A Look at 2018 Housing Market Growth

Prices continue to rise, but more housing is on the way

by Ali Wolf

We now have a glimpse into spring selling season trends, and, for the most part, the housing market has been trending positively. Mortgage rates remain historically low at 4.58 percent, even after rising 63 basis points since the start of the year. Median new home price rose six percent more year-to-date this year compared to the same time last year.

The combination of rising mortgage rates and prices have negatively impacted affordability. Comparing 1Q17 to 1Q18, the monthly payment for the median priced new home is seven percent higher.
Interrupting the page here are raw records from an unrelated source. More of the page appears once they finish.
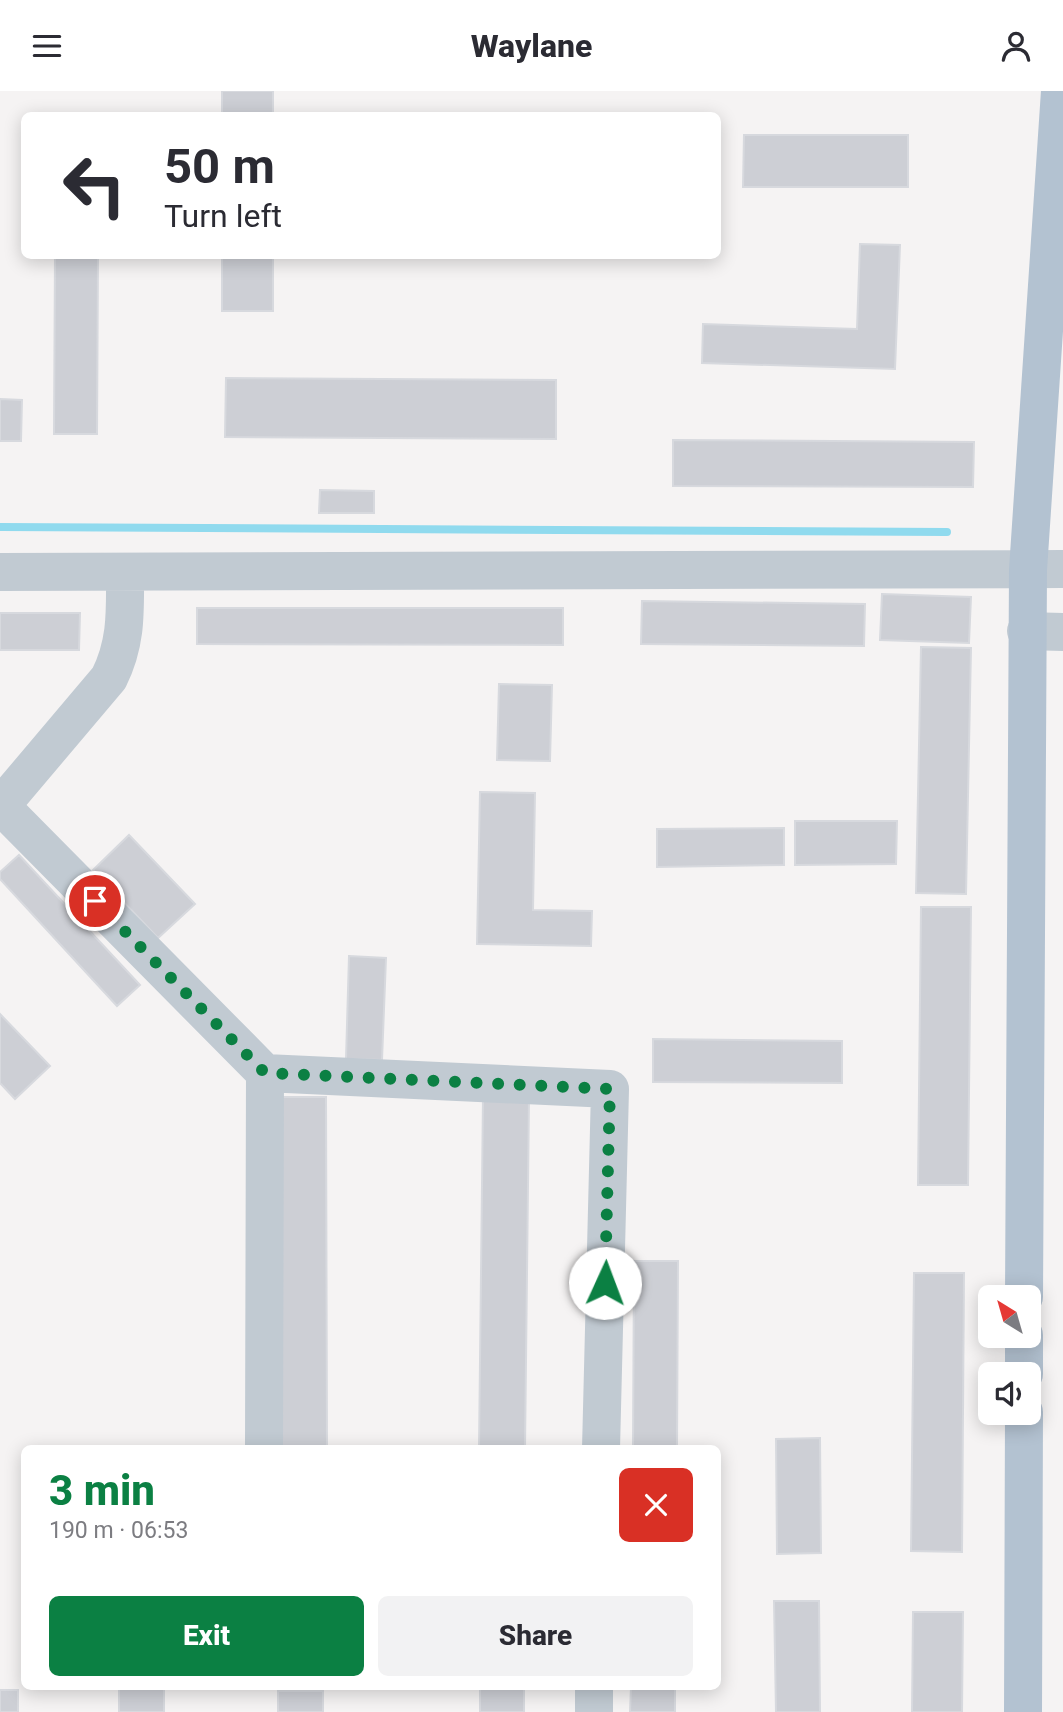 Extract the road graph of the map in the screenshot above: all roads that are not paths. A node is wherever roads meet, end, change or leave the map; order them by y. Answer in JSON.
{"nodes":[{"id":1,"x":1060,"y":91,"type":"edge"},
{"id":2,"x":1045,"y":570,"type":"edge"},
{"id":3,"x":0,"y":572,"type":"edge"},
{"id":4,"x":125,"y":572,"type":"junction"},
{"id":5,"x":1045,"y":631,"type":"edge"},
{"id":6,"x":1,"y":807,"type":"edge"},
{"id":7,"x":265,"y":1073,"type":"junction"},
{"id":8,"x":1024,"y":1285,"type":"edge"},
{"id":9,"x":1024,"y":1425,"type":"edge"},
{"id":10,"x":264,"y":1445,"type":"edge"},
{"id":11,"x":601,"y":1445,"type":"edge"},
{"id":12,"x":594,"y":1690,"type":"edge"},
{"id":13,"x":594,"y":1712,"type":"edge"},
{"id":14,"x":1023,"y":1712,"type":"edge"}],
"edges":[{"from":1,"to":2,"type":"main road"},
{"from":2,"to":4,"type":"street"},
{"from":2,"to":5,"type":"main road"},
{"from":3,"to":4,"type":"street"},
{"from":4,"to":6,"type":"street"},
{"from":5,"to":8,"type":"main road"},
{"from":6,"to":7,"type":"street"},
{"from":7,"to":10,"type":"street"},
{"from":7,"to":11,"type":"street"},
{"from":9,"to":14,"type":"main road"},
{"from":12,"to":13,"type":"street"}]} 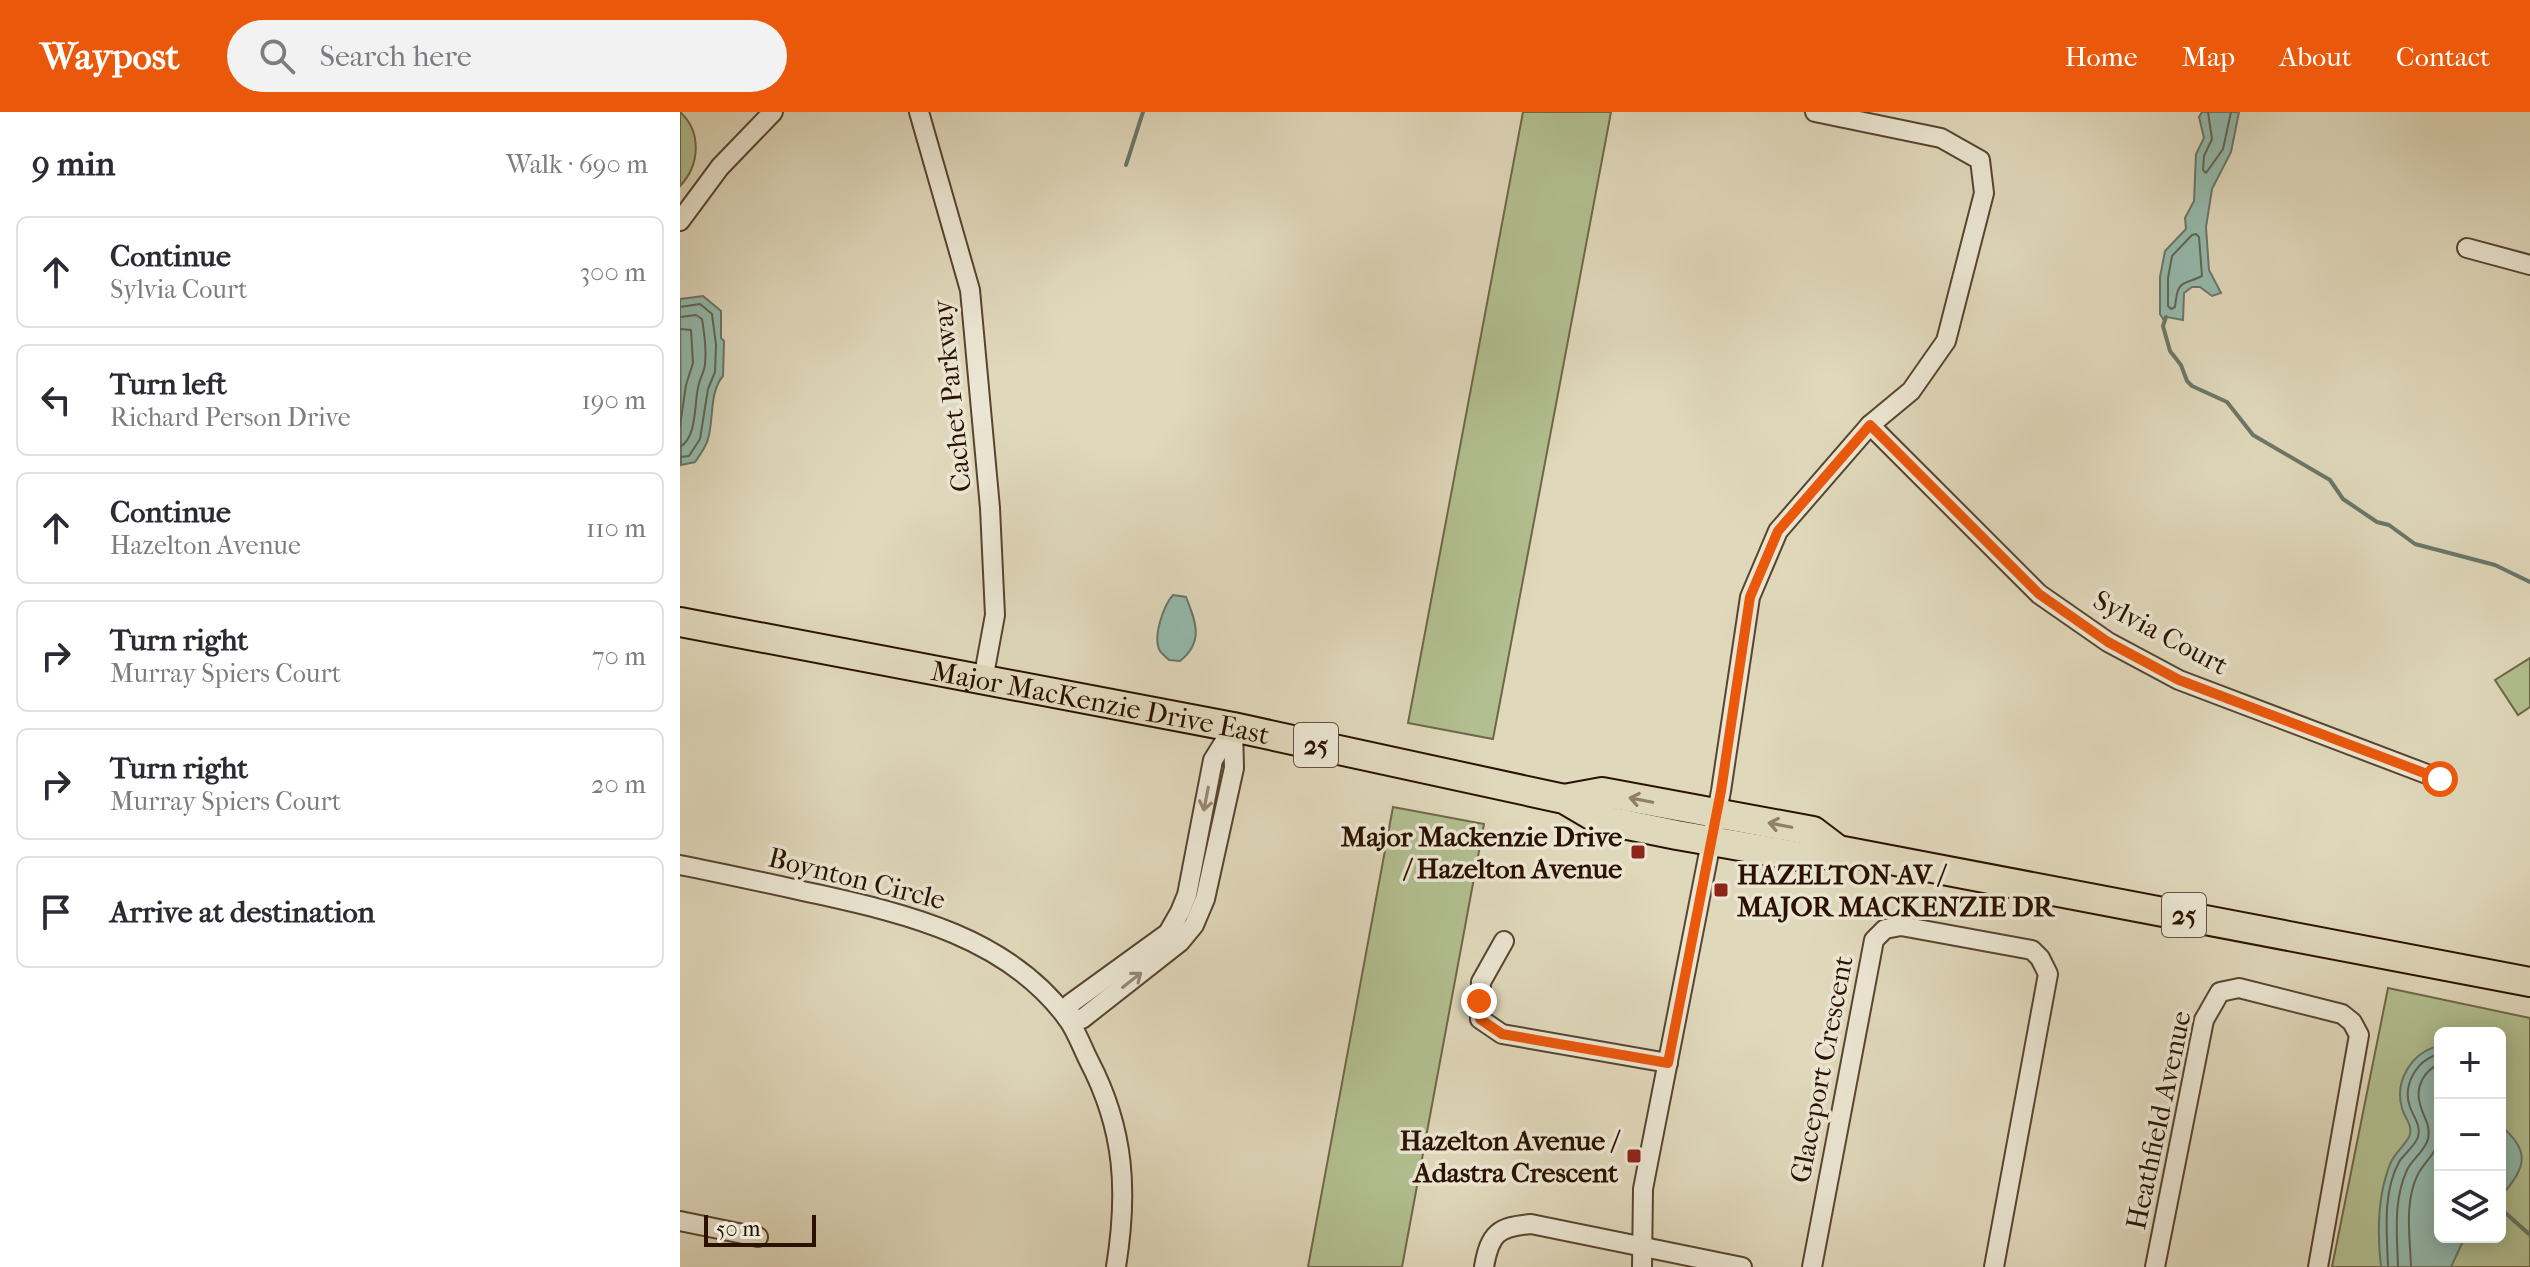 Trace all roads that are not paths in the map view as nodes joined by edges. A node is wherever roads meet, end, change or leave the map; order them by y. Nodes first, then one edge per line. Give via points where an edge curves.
1 (773, 112) edge
2 (919, 112) edge
3 (1815, 112) edge
4 (680, 221) edge
5 (2467, 248) dead end
6 (2530, 265) edge
7 (1870, 425) junction
8 (680, 622) edge
9 (983, 680) junction
10 (1233, 727) junction
11 (2440, 779) dead end
12 (1564, 799) junction
13 (1717, 813) junction
14 (1711, 841) junction
15 (1838, 850) junction
16 (680, 865) edge
17 (1504, 941) dead end
18 (2530, 982) edge
19 (1067, 1018) junction
20 (1668, 1063) junction
21 (680, 1221) edge
22 (758, 1237) dead end
23 (1643, 1246) junction
24 (1116, 1267) edge
25 (1484, 1267) edge
26 (1642, 1267) edge
27 (1742, 1267) edge
28 (1812, 1267) edge
29 (1994, 1267) edge
30 (2155, 1267) edge
31 (2318, 1267) edge

1 - 4 street via 720,167
2 - 9 street, Cachet Parkway via 970,290 995,615
3 - 7 street via 1941,138 1980,160 1984,193 1946,341 1911,391
5 - 6 street
7 - 11 street, Sylvia Court via 2039,594 2108,642 2179,680
7 - 13 street via 1778,531 1750,597
8 - 9 main road, Major MacKenzie Drive East / 25
9 - 10 main road, Major MacKenzie Drive East / 25
10 - 12 main road, Major MacKenzie Drive East / 25
10 - 19 street via 1235,764 1196,897 1194,925 1180,942 1082,1019
13 -> 12 main road, Major MacKenzie Drive East / 25 via 1602,792
12 - 14 main road, Major MacKenzie Drive East / 25 via 1598,819
13 - 14 street
15 -> 13 main road, Major MacKenzie Drive East / 25 via 1813,831
14 - 15 main road, Major MacKenzie Drive East / 25 via 1809,858
14 - 20 street
15 - 18 main road, Major MacKenzie Drive East / 25
16 - 19 street, Boynton Circle via 895,911 954,931 1028,977
17 - 20 street via 1481,982 1480,1019 1490,1027 1502,1034
19 - 24 street, Boynton Circle via 1104,1089 1120,1142 1123,1212
20 - 23 street via 1643,1189
21 - 22 street
23 - 25 street via 1531,1224 1514,1226 1502,1228 1492,1239
23 - 26 street
23 - 27 street
28 - 29 street, Glaceport Crescent via 1874,940 1885,929 1901,926 2032,950 2048,974
30 - 31 street, Heathfield Avenue via 2204,1020 2220,992 2239,988 2342,1014 2359,1035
That’s on top of an 11 percent growth from 1Q16 to 1Q17.

But, even with this rise in housing costs, home sales are resilient. Purchase mortgage applications, our preferred gauge of home sales, grew six percent year-to-date compared to the same time last year.

Price Appreciation Continues

Median existing home prices have recorded YOY gains for 73 consecutive months.

• The U.S. median price for a detached single-family home rose to $252,100. Current prices are six percent higher than last year and 13 percent above March 2016 levels.

• Detached and attached home prices are six percent higher in 1Q18 compared to 1Q17.

• Home prices in the West reported the largest gains, up eight percent YOY.

• The Midwest remains the most affordable region, with a median home price of $192,200.

More Supply Coming Down the Pike?

Total housing starts grew 11 percent year-over-year, led by the multifamily sector.

• Multifamily housing starts accelerated 24 percent compared to last year. While the margin of error is high for this data set, looking at the quarterly trend, we see an eight percent jump compared to 1Q17.

• Single-family housing starts increased a steady five percent YOY and are now 16 percent higher than the 748,000 in March 2016.

Treasury Yields Hit Three Percent Threshold

• Investors have long cautioned that a three percent yield is a threshold we should pay attention to.

• This is the first time since 2014 that 10-year bond yields have hit the three percent mark. Bond prices and yields are negatively correlated, so higher yields suggest there is optimism about the current state of the economy.

• 10-year Treasury yields are a moving target, and are currently range-bound between 2.8 percent and 3.0 percent. Short-term yields have also risen.

• Going forward, however, there are some implications for the broader debt markets. Rising bond yields generally impact mortgage rates, interest on auto loans, and other lending categories. They also can eat into corporate profits.